>>>

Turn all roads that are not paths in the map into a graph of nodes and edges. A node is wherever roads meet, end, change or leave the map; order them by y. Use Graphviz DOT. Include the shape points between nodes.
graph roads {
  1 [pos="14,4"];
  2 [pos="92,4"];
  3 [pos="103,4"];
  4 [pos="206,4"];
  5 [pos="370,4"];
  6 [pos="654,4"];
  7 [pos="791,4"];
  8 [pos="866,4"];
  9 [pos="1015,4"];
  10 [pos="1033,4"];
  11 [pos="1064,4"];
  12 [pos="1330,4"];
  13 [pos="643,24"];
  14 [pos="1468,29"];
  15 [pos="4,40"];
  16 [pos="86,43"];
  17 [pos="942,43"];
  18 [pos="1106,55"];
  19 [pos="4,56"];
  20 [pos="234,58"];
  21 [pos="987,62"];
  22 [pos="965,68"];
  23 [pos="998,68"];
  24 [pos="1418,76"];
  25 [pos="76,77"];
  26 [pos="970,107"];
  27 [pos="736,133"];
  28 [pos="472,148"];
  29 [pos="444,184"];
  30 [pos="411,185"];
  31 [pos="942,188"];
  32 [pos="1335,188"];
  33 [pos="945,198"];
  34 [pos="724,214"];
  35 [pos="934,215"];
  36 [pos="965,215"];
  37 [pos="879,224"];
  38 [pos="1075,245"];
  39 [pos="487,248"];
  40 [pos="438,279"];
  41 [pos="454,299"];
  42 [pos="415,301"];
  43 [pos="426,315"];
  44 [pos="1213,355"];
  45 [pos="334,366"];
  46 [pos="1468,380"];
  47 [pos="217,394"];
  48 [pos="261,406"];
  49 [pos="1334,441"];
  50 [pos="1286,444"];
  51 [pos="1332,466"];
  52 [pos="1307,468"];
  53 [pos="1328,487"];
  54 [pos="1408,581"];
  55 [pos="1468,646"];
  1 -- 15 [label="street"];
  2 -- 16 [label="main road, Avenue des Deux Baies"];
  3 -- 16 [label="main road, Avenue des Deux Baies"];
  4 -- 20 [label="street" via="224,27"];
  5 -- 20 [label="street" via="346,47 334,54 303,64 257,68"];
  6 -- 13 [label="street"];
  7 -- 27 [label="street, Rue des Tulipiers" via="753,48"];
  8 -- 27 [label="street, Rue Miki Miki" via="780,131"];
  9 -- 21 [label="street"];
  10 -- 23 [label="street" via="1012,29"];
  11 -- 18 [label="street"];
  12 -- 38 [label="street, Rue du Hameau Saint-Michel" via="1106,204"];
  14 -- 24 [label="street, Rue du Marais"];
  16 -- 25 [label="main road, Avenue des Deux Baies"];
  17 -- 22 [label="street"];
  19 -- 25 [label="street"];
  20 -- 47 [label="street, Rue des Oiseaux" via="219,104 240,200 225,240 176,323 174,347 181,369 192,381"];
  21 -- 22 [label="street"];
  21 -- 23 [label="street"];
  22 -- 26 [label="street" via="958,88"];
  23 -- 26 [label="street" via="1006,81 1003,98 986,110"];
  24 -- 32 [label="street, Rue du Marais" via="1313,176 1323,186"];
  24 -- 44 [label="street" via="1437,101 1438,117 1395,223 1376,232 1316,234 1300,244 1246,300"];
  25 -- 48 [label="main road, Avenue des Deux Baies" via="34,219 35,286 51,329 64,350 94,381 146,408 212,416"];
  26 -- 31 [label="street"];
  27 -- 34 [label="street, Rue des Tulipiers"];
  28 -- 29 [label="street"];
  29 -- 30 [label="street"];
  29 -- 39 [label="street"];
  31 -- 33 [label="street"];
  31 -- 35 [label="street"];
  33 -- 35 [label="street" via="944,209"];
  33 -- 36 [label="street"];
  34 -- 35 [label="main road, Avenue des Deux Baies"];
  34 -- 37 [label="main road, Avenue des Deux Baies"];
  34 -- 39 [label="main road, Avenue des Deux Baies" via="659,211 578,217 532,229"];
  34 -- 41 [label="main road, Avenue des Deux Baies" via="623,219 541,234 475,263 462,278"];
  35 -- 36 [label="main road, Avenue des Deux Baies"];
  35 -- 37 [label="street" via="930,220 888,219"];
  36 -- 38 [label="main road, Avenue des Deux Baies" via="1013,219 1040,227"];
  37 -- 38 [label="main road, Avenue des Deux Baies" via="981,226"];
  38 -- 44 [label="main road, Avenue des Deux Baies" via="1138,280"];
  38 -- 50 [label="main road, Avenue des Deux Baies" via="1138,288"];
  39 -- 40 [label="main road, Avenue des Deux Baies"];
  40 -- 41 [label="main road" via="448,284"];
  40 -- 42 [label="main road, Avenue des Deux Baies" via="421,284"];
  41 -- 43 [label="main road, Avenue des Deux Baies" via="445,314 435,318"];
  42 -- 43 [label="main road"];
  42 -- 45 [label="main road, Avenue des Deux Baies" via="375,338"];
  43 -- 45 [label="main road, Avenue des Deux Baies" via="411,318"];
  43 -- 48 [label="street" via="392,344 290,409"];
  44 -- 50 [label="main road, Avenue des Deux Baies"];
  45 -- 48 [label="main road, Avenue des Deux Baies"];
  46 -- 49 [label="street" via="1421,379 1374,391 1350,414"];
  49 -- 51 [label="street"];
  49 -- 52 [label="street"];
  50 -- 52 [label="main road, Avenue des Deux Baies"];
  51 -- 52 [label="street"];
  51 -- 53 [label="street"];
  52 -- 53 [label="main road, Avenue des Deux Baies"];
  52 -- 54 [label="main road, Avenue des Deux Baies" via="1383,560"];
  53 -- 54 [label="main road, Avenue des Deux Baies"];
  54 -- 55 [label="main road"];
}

<<<

• Exercise details: The whole listing needs repeating. Match each line exactly.

• Solution to this exercise:
Turn all roads that are not paths in the map into a graph of nodes and edges. A node is wherever roads meet, end, change or leave the map; order them by y. Use Graphviz DOT. Include the shape points between nodes.
graph roads {
  1 [pos="14,4"];
  2 [pos="92,4"];
  3 [pos="103,4"];
  4 [pos="206,4"];
  5 [pos="370,4"];
  6 [pos="654,4"];
  7 [pos="791,4"];
  8 [pos="866,4"];
  9 [pos="1015,4"];
  10 [pos="1033,4"];
  11 [pos="1064,4"];
  12 [pos="1330,4"];
  13 [pos="643,24"];
  14 [pos="1468,29"];
  15 [pos="4,40"];
  16 [pos="86,43"];
  17 [pos="942,43"];
  18 [pos="1106,55"];
  19 [pos="4,56"];
  20 [pos="234,58"];
  21 [pos="987,62"];
  22 [pos="965,68"];
  23 [pos="998,68"];
  24 [pos="1418,76"];
  25 [pos="76,77"];
  26 [pos="970,107"];
  27 [pos="736,133"];
  28 [pos="472,148"];
  29 [pos="444,184"];
  30 [pos="411,185"];
  31 [pos="942,188"];
  32 [pos="1335,188"];
  33 [pos="945,198"];
  34 [pos="724,214"];
  35 [pos="934,215"];
  36 [pos="965,215"];
  37 [pos="879,224"];
  38 [pos="1075,245"];
  39 [pos="487,248"];
  40 [pos="438,279"];
  41 [pos="454,299"];
  42 [pos="415,301"];
  43 [pos="426,315"];
  44 [pos="1213,355"];
  45 [pos="334,366"];
  46 [pos="1468,380"];
  47 [pos="217,394"];
  48 [pos="261,406"];
  49 [pos="1334,441"];
  50 [pos="1286,444"];
  51 [pos="1332,466"];
  52 [pos="1307,468"];
  53 [pos="1328,487"];
  54 [pos="1408,581"];
  55 [pos="1468,646"];
  1 -- 15 [label="street"];
  2 -- 16 [label="main road, Avenue des Deux Baies"];
  3 -- 16 [label="main road, Avenue des Deux Baies"];
  4 -- 20 [label="street" via="224,27"];
  5 -- 20 [label="street" via="346,47 334,54 303,64 257,68"];
  6 -- 13 [label="street"];
  7 -- 27 [label="street, Rue des Tulipiers" via="753,48"];
  8 -- 27 [label="street, Rue Miki Miki" via="780,131"];
  9 -- 21 [label="street"];
  10 -- 23 [label="street" via="1012,29"];
  11 -- 18 [label="street"];
  12 -- 38 [label="street, Rue du Hameau Saint-Michel" via="1106,204"];
  14 -- 24 [label="street, Rue du Marais"];
  16 -- 25 [label="main road, Avenue des Deux Baies"];
  17 -- 22 [label="street"];
  19 -- 25 [label="street"];
  20 -- 47 [label="street, Rue des Oiseaux" via="219,104 240,200 225,240 176,323 174,347 181,369 192,381"];
  21 -- 22 [label="street"];
  21 -- 23 [label="street"];
  22 -- 26 [label="street" via="958,88"];
  23 -- 26 [label="street" via="1006,81 1003,98 986,110"];
  24 -- 32 [label="street, Rue du Marais" via="1313,176 1323,186"];
  24 -- 44 [label="street" via="1437,101 1438,117 1395,223 1376,232 1316,234 1300,244 1246,300"];
  25 -- 48 [label="main road, Avenue des Deux Baies" via="34,219 35,286 51,329 64,350 94,381 146,408 212,416"];
  26 -- 31 [label="street"];
  27 -- 34 [label="street, Rue des Tulipiers"];
  28 -- 29 [label="street"];
  29 -- 30 [label="street"];
  29 -- 39 [label="street"];
  31 -- 33 [label="street"];
  31 -- 35 [label="street"];
  33 -- 35 [label="street" via="944,209"];
  33 -- 36 [label="street"];
  34 -- 35 [label="main road, Avenue des Deux Baies"];
  34 -- 37 [label="main road, Avenue des Deux Baies"];
  34 -- 39 [label="main road, Avenue des Deux Baies" via="659,211 578,217 532,229"];
  34 -- 41 [label="main road, Avenue des Deux Baies" via="623,219 541,234 475,263 462,278"];
  35 -- 36 [label="main road, Avenue des Deux Baies"];
  35 -- 37 [label="street" via="930,220 888,219"];
  36 -- 38 [label="main road, Avenue des Deux Baies" via="1013,219 1040,227"];
  37 -- 38 [label="main road, Avenue des Deux Baies" via="981,226"];
  38 -- 44 [label="main road, Avenue des Deux Baies" via="1138,280"];
  38 -- 50 [label="main road, Avenue des Deux Baies" via="1138,288"];
  39 -- 40 [label="main road, Avenue des Deux Baies"];
  40 -- 41 [label="main road" via="448,284"];
  40 -- 42 [label="main road, Avenue des Deux Baies" via="421,284"];
  41 -- 43 [label="main road, Avenue des Deux Baies" via="445,314 435,318"];
  42 -- 43 [label="main road"];
  42 -- 45 [label="main road, Avenue des Deux Baies" via="375,338"];
  43 -- 45 [label="main road, Avenue des Deux Baies" via="411,318"];
  43 -- 48 [label="street" via="392,344 290,409"];
  44 -- 50 [label="main road, Avenue des Deux Baies"];
  45 -- 48 [label="main road, Avenue des Deux Baies"];
  46 -- 49 [label="street" via="1421,379 1374,391 1350,414"];
  49 -- 51 [label="street"];
  49 -- 52 [label="street"];
  50 -- 52 [label="main road, Avenue des Deux Baies"];
  51 -- 52 [label="street"];
  51 -- 53 [label="street"];
  52 -- 53 [label="main road, Avenue des Deux Baies"];
  52 -- 54 [label="main road, Avenue des Deux Baies" via="1383,560"];
  53 -- 54 [label="main road, Avenue des Deux Baies"];
  54 -- 55 [label="main road"];
}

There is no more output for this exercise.